Although Defendant cites Plaintiff's deposition, neither party provided the Court with these portions of the deposition.
The Supreme Court has held that "simple teasing, offhand comments, and isolated incidents (unless extremely serious) will not amount to discriminatory changes in the terms and conditions of employment." Faragher v. City of Boca Raton, 524 U.S. 775, 788 (1988). Although Plaintiff may have been offended by the above described incidents at work, they did not alter the conditions of her employment as a matter of law. When notified of these isolated instances of her co-workers' inappropriate behavior, Defendant took adequate steps to address it. Swinton, 270 F.3d at 803. Therefore, the Court grants Defendant's motion for summary adjudication of Plaintiff's hostile work environment claim.
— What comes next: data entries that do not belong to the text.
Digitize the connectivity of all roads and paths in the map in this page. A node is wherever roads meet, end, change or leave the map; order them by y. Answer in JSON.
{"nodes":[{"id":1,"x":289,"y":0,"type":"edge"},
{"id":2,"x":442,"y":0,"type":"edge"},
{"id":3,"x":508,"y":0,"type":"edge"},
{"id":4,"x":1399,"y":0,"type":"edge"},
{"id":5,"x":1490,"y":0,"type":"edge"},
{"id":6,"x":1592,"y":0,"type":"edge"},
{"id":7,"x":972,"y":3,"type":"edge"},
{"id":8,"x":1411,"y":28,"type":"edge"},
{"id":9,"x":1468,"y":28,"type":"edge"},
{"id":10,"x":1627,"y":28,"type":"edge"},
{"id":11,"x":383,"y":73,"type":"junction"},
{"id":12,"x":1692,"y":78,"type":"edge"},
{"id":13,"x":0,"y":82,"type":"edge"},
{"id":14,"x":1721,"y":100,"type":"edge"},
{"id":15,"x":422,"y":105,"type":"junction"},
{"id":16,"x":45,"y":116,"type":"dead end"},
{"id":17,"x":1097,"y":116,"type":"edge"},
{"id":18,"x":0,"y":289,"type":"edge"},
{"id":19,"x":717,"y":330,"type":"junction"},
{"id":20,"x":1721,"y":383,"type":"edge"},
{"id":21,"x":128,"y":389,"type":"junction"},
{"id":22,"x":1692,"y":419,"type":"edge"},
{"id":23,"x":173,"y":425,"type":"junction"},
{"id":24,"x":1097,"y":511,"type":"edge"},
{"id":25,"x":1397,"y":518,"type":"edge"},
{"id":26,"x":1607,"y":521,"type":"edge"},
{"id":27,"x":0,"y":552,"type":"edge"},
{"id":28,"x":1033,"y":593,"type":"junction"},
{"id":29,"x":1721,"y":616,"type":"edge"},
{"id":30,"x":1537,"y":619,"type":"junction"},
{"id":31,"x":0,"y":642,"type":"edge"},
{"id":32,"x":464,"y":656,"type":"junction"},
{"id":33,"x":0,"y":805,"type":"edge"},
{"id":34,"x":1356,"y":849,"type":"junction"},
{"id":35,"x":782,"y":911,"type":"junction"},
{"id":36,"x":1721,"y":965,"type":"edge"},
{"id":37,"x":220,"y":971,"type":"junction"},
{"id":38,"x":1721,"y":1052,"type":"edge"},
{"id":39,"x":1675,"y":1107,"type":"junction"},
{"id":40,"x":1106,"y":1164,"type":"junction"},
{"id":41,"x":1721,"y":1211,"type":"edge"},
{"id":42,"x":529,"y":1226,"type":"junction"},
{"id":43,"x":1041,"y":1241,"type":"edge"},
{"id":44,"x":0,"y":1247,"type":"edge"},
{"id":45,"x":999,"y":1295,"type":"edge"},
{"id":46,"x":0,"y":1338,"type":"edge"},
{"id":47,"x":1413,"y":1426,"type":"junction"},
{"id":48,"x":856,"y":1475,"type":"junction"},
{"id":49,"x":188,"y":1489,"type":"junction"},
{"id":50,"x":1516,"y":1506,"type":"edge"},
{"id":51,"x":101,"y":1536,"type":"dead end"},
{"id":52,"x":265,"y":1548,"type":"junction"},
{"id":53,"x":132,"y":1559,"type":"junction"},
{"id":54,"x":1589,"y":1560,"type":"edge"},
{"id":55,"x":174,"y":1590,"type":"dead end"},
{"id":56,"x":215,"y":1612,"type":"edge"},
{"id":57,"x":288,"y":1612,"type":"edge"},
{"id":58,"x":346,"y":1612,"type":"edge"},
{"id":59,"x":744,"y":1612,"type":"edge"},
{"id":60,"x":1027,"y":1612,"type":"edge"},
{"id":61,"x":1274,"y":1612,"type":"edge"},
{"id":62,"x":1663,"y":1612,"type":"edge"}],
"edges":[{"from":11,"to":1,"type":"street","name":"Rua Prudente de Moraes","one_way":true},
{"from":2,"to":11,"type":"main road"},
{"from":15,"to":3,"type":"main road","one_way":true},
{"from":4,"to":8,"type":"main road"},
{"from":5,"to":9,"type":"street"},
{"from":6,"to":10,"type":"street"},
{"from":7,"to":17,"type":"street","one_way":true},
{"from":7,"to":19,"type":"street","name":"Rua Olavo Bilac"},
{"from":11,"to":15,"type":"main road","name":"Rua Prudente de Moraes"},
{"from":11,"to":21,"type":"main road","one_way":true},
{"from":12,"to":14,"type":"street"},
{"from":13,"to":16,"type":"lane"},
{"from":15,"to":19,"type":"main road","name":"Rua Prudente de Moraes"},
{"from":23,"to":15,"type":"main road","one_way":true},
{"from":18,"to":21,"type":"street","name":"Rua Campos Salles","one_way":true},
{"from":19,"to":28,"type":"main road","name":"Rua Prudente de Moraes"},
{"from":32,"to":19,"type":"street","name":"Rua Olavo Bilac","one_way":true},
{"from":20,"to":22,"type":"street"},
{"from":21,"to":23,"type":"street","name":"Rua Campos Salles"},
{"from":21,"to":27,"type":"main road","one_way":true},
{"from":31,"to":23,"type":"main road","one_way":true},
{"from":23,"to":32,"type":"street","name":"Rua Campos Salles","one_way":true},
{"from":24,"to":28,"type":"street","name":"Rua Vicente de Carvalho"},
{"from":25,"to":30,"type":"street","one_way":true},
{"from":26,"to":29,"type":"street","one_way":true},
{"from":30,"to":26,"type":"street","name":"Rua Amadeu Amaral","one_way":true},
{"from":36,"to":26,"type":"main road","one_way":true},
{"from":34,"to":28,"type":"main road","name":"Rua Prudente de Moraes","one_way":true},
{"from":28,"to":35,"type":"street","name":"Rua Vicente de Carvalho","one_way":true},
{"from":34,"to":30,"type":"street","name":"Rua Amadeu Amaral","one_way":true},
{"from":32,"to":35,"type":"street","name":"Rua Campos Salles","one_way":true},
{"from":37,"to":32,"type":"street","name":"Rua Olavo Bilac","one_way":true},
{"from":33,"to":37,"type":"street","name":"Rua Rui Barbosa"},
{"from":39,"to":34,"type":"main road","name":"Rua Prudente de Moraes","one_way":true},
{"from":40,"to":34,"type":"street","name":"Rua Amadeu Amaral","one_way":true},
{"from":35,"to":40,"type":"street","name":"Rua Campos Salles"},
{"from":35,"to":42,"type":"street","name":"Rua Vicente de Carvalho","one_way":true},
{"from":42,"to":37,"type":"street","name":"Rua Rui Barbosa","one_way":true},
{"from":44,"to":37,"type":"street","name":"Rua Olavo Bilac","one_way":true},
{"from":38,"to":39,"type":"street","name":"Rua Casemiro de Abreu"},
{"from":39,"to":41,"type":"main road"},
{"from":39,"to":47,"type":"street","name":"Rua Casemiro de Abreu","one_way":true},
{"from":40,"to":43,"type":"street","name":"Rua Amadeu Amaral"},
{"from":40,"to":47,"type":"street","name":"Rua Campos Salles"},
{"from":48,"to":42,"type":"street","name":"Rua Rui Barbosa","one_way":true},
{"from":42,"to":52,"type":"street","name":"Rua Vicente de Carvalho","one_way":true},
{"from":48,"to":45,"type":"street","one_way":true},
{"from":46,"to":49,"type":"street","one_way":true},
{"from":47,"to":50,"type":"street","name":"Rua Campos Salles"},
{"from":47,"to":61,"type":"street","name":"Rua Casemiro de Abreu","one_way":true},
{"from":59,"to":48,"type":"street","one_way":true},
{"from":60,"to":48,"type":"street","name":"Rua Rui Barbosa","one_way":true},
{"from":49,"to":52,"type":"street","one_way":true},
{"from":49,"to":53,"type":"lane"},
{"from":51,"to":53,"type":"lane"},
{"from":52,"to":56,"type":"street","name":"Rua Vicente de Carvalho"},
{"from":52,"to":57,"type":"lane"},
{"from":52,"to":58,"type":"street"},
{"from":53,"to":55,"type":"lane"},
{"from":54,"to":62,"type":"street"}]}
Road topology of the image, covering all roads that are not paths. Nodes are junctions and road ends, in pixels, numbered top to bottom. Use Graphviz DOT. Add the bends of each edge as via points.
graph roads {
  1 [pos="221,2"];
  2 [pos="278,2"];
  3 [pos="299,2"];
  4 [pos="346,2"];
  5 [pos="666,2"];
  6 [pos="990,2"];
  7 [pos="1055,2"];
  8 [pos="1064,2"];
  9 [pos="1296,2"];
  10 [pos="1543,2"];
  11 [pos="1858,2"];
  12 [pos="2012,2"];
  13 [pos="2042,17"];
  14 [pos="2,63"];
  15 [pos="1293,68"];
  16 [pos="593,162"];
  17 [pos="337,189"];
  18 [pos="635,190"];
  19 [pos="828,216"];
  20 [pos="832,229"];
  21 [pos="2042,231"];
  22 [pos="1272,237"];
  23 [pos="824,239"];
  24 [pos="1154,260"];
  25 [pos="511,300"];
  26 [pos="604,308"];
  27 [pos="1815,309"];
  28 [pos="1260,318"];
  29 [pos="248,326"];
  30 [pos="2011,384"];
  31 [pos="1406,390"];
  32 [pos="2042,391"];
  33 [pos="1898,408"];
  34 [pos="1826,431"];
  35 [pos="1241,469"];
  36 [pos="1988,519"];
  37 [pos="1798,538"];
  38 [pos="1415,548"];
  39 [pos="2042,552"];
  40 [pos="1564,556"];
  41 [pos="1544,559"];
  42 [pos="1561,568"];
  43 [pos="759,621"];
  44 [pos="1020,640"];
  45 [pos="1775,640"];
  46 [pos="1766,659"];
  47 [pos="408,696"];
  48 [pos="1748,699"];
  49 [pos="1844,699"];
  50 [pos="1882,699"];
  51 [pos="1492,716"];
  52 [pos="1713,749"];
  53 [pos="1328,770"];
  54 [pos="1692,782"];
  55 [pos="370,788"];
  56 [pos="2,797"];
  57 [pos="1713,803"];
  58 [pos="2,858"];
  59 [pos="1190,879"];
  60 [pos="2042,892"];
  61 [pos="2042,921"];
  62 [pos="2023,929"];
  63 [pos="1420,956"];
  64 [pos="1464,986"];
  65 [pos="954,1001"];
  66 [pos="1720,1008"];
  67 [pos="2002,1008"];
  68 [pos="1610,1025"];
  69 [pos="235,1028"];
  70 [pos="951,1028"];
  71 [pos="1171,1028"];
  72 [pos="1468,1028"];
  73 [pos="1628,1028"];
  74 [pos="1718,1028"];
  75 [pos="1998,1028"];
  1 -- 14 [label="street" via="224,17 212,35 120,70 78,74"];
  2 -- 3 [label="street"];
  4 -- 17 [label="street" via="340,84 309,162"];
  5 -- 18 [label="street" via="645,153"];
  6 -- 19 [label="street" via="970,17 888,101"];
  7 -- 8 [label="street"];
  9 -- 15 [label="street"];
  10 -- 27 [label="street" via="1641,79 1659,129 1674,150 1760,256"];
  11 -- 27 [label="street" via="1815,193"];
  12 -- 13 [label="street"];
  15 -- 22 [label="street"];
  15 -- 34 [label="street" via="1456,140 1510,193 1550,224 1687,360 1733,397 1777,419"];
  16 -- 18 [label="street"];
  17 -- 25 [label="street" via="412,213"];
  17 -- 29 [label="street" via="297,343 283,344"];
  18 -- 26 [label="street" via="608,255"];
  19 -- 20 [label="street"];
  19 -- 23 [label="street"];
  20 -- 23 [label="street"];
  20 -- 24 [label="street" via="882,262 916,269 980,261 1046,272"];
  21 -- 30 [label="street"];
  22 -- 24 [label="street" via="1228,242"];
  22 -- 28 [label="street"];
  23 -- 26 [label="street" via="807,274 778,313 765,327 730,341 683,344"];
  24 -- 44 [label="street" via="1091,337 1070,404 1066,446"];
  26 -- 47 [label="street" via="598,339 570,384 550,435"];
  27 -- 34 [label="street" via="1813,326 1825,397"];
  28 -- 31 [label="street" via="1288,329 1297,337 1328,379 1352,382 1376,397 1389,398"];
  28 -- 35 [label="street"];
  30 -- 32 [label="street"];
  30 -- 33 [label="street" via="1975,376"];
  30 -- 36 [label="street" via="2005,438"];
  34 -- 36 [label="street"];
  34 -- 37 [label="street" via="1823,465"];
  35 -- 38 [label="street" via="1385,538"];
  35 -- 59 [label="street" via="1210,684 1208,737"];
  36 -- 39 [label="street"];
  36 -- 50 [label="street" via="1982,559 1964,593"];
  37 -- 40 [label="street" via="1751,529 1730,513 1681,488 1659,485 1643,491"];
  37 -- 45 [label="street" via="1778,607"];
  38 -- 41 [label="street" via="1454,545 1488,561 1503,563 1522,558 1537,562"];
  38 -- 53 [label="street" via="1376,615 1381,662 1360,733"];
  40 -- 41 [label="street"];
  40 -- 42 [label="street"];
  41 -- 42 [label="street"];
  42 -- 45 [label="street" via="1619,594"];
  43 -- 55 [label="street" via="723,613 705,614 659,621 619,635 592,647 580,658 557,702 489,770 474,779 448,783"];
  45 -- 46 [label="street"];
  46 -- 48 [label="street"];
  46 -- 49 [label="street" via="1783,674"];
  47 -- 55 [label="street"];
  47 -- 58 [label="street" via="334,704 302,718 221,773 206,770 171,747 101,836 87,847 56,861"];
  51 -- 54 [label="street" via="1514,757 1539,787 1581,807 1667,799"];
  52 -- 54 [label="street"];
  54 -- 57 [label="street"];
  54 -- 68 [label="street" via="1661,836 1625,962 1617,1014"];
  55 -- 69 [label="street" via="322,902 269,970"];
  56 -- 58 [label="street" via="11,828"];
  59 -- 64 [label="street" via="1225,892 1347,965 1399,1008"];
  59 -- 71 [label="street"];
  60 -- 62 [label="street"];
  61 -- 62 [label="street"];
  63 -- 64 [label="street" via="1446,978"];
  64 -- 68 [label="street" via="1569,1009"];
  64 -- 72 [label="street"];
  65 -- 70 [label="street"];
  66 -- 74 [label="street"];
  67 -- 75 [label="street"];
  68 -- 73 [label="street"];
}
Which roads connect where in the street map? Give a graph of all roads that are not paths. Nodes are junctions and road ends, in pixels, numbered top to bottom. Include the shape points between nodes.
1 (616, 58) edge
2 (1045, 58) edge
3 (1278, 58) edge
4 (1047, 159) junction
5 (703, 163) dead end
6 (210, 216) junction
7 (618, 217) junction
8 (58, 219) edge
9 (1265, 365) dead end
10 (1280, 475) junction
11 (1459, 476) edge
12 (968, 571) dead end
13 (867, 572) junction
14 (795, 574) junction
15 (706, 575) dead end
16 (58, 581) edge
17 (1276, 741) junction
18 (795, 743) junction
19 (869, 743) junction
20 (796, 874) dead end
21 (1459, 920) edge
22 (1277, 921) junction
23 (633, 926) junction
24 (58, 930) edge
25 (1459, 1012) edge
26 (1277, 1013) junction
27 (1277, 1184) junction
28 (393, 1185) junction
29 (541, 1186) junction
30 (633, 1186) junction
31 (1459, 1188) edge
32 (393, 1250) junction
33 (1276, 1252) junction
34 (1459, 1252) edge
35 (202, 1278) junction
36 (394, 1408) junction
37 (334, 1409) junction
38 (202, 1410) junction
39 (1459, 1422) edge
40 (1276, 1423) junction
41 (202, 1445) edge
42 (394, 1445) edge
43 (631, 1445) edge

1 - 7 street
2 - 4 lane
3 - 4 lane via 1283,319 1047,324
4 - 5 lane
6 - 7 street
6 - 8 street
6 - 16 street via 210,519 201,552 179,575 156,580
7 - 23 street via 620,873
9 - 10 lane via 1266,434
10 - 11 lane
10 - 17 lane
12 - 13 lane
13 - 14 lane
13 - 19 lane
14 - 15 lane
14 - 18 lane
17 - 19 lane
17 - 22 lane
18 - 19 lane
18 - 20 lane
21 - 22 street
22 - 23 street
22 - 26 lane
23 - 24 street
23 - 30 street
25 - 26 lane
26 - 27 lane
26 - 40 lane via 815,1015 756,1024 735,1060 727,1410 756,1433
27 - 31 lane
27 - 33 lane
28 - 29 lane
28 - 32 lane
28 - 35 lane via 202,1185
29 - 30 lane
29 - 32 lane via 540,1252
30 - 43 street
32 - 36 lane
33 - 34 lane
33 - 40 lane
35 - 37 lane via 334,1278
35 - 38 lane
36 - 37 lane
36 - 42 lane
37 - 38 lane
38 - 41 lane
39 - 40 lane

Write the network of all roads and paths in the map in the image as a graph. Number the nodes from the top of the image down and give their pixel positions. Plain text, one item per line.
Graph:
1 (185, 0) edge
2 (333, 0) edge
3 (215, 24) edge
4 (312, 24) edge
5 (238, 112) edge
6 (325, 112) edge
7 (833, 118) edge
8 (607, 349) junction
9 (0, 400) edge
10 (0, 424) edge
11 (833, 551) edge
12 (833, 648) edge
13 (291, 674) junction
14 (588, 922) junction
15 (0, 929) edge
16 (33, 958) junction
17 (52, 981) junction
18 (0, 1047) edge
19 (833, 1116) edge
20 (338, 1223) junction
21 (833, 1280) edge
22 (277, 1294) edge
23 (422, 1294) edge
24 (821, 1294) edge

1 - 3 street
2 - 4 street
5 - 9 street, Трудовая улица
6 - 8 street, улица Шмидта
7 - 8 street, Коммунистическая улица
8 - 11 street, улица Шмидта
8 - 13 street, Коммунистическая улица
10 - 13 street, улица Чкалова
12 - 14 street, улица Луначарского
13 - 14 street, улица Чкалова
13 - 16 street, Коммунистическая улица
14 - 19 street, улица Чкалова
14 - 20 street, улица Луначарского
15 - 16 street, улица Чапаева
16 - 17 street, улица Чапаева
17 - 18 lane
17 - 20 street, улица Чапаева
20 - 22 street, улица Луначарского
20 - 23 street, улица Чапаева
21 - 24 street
Because the Court grants Defendant's motion for summary adjudication of all of Plaintiff's claims, it need not discuss whether Defendant is also protected from liability under Monell v. Department of Social Services, 436 U.S. 658 (1978).
CONCLUSION
For the foregoing reasons, the Court GRANTS Defendant's Motion for Summary Judgment (Docket No. 26). Judgment shall enter accordingly. Defendant shall recover its costs from Plaintiff.IT IS SO ORDERED.